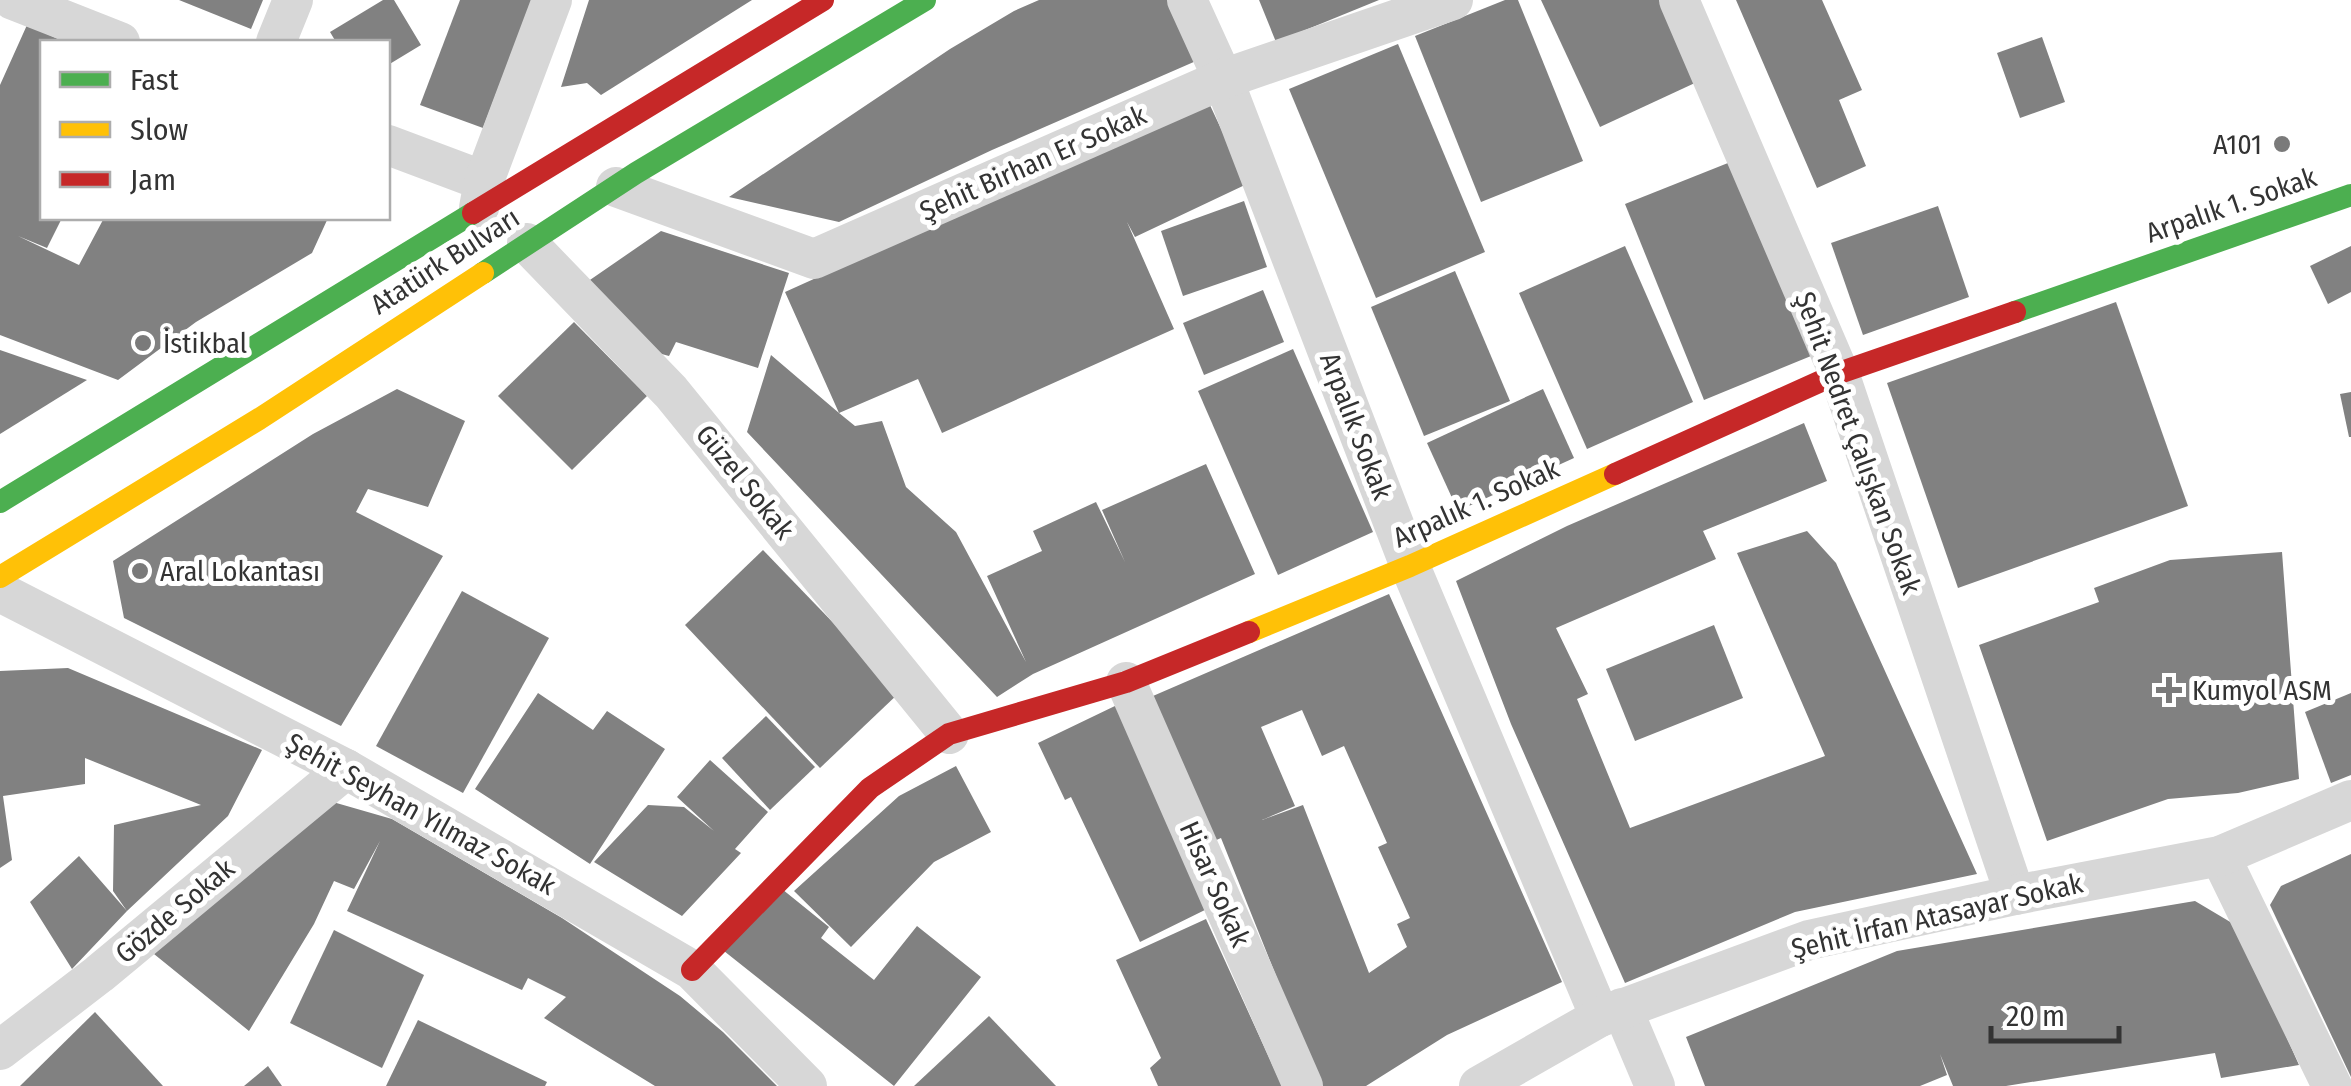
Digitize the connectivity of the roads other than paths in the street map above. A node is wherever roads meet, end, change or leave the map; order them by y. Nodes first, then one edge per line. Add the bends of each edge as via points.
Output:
1 (13, 0) edge
2 (293, 0) edge
3 (552, 0) edge
4 (823, 0) edge
5 (925, 0) edge
6 (1187, 0) edge
7 (1453, 0) edge
8 (1679, 0) edge
9 (775, 16) edge
10 (115, 40) edge
11 (277, 40) edge
12 (1223, 80) junction
13 (390, 146) edge
14 (616, 186) junction
15 (481, 194) junction
16 (2351, 195) edge
17 (526, 243) junction
18 (1839, 372) junction
19 (0, 502) edge
20 (1410, 566) junction
21 (0, 577) edge
22 (0, 592) edge
23 (1126, 682) junction
24 (950, 734) junction
25 (346, 768) junction
26 (2351, 800) edge
27 (2220, 856) junction
28 (2015, 894) junction
29 (692, 970) junction
30 (1611, 1012) junction
31 (0, 1050) edge
32 (807, 1086) edge
33 (1303, 1086) edge
34 (1479, 1086) edge
35 (1656, 1086) edge
36 (2332, 1086) edge

1 - 10 street
2 - 11 street
3 - 15 street
4 - 9 main road, Atatürk Bulvarı
5 - 14 main road, Atatürk Bulvarı
6 - 12 street, Arpalık Sokak
7 - 12 street, Şehit Birhan Er Sokak
8 - 18 street, Şehit Nedret Çalışkan Sokak
9 - 15 main road, Atatürk Bulvarı
12 - 14 street, Şehit Birhan Er Sokak via 814,259
12 - 20 street, Arpalık Sokak
13 - 15 street
14 - 17 main road, Atatürk Bulvarı
15 - 19 main road, Atatürk Bulvarı
16 - 18 main road, Arpalık 1. Sokak
17 - 21 main road, Atatürk Bulvarı via 259,420
17 - 24 street, Güzel Sokak via 671,392
18 - 20 main road, Arpalık 1. Sokak
18 - 28 street, Şehit Nedret Çalışkan Sokak
20 - 23 main road, Arpalık 1. Sokak
20 - 30 street, Arpalık Sokak
22 - 25 street, Şehit Seyhan Yılmaz Sokak
23 - 24 main road, Arpalık 1. Sokak
23 - 33 street, Hisar Sokak
24 - 29 main road, Arpalık 1. Sokak via 870,788
25 - 29 street, Şehit Seyhan Yılmaz Sokak
25 - 31 street, Gözde Sokak
26 - 27 street, Şehit İrfan Atasayar Sokak
27 - 28 street, Şehit İrfan Atasayar Sokak
27 - 36 street
28 - 30 street, Şehit İrfan Atasayar Sokak via 1809,940
29 - 32 street, Şehit Seyhan Yılmaz Sokak
30 - 34 street, Şehit İrfan Atasayar Sokak
30 - 35 street, Arpalık Sokak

====

▸ **DIRECTIONS**
All records above are to be repeated exactly, with the images left out.

▸ **OUTPUT FOR THIS TASK**
Digitize the connectivity of the roads other than paths in the street map above. A node is wherever roads meet, end, change or leave the map; order them by y. Nodes first, then one edge per line. Add the bends of each edge as via points.
Output:
1 (13, 0) edge
2 (293, 0) edge
3 (552, 0) edge
4 (823, 0) edge
5 (925, 0) edge
6 (1187, 0) edge
7 (1453, 0) edge
8 (1679, 0) edge
9 (775, 16) edge
10 (115, 40) edge
11 (277, 40) edge
12 (1223, 80) junction
13 (390, 146) edge
14 (616, 186) junction
15 (481, 194) junction
16 (2351, 195) edge
17 (526, 243) junction
18 (1839, 372) junction
19 (0, 502) edge
20 (1410, 566) junction
21 (0, 577) edge
22 (0, 592) edge
23 (1126, 682) junction
24 (950, 734) junction
25 (346, 768) junction
26 (2351, 800) edge
27 (2220, 856) junction
28 (2015, 894) junction
29 (692, 970) junction
30 (1611, 1012) junction
31 (0, 1050) edge
32 (807, 1086) edge
33 (1303, 1086) edge
34 (1479, 1086) edge
35 (1656, 1086) edge
36 (2332, 1086) edge

1 - 10 street
2 - 11 street
3 - 15 street
4 - 9 main road, Atatürk Bulvarı
5 - 14 main road, Atatürk Bulvarı
6 - 12 street, Arpalık Sokak
7 - 12 street, Şehit Birhan Er Sokak
8 - 18 street, Şehit Nedret Çalışkan Sokak
9 - 15 main road, Atatürk Bulvarı
12 - 14 street, Şehit Birhan Er Sokak via 814,259
12 - 20 street, Arpalık Sokak
13 - 15 street
14 - 17 main road, Atatürk Bulvarı
15 - 19 main road, Atatürk Bulvarı
16 - 18 main road, Arpalık 1. Sokak
17 - 21 main road, Atatürk Bulvarı via 259,420
17 - 24 street, Güzel Sokak via 671,392
18 - 20 main road, Arpalık 1. Sokak
18 - 28 street, Şehit Nedret Çalışkan Sokak
20 - 23 main road, Arpalık 1. Sokak
20 - 30 street, Arpalık Sokak
22 - 25 street, Şehit Seyhan Yılmaz Sokak
23 - 24 main road, Arpalık 1. Sokak
23 - 33 street, Hisar Sokak
24 - 29 main road, Arpalık 1. Sokak via 870,788
25 - 29 street, Şehit Seyhan Yılmaz Sokak
25 - 31 street, Gözde Sokak
26 - 27 street, Şehit İrfan Atasayar Sokak
27 - 28 street, Şehit İrfan Atasayar Sokak
27 - 36 street
28 - 30 street, Şehit İrfan Atasayar Sokak via 1809,940
29 - 32 street, Şehit Seyhan Yılmaz Sokak
30 - 34 street, Şehit İrfan Atasayar Sokak
30 - 35 street, Arpalık Sokak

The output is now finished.